WHAT IS EXPECTED: Since only the total is wanted, give the number of lines in the listing below that hold the string "Portage" and add nothing.
* * *
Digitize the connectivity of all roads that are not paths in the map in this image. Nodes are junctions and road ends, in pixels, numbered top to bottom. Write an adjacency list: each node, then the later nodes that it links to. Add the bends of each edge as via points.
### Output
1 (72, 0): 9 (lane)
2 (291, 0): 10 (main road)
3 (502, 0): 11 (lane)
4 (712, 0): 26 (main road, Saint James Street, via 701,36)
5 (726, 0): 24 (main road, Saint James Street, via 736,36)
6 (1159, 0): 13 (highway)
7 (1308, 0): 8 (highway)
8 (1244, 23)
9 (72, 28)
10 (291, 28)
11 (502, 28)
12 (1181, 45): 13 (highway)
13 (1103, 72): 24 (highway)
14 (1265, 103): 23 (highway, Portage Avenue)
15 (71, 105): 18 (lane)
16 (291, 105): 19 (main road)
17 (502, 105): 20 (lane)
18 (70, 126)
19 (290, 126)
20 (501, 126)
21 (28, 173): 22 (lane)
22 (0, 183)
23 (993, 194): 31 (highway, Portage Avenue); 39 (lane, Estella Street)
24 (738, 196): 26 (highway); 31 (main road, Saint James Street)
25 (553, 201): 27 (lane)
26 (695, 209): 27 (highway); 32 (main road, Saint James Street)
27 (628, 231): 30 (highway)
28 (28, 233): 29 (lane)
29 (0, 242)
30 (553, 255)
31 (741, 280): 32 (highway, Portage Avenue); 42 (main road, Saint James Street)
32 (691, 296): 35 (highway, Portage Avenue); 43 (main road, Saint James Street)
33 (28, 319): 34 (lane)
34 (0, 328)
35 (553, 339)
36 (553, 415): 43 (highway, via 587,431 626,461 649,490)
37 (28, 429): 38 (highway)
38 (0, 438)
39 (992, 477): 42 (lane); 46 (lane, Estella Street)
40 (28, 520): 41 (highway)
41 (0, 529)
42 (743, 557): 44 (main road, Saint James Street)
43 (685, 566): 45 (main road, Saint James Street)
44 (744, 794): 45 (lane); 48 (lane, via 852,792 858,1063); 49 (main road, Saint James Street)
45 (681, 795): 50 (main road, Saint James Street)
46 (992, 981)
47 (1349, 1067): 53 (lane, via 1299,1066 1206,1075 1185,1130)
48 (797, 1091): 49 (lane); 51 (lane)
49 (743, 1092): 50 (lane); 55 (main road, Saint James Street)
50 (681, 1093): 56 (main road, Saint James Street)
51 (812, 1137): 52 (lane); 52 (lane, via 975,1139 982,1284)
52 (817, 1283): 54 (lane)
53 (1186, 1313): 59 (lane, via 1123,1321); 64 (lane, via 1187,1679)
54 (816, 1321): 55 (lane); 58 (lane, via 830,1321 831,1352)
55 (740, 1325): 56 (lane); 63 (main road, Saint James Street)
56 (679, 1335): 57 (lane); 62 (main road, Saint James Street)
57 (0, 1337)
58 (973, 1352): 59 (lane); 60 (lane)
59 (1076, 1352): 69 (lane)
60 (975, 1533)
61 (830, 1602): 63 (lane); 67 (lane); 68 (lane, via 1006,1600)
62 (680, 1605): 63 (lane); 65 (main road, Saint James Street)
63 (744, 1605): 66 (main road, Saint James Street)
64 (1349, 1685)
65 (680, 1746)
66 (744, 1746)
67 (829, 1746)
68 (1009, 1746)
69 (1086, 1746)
* * *
YOUR SOLUTION: 4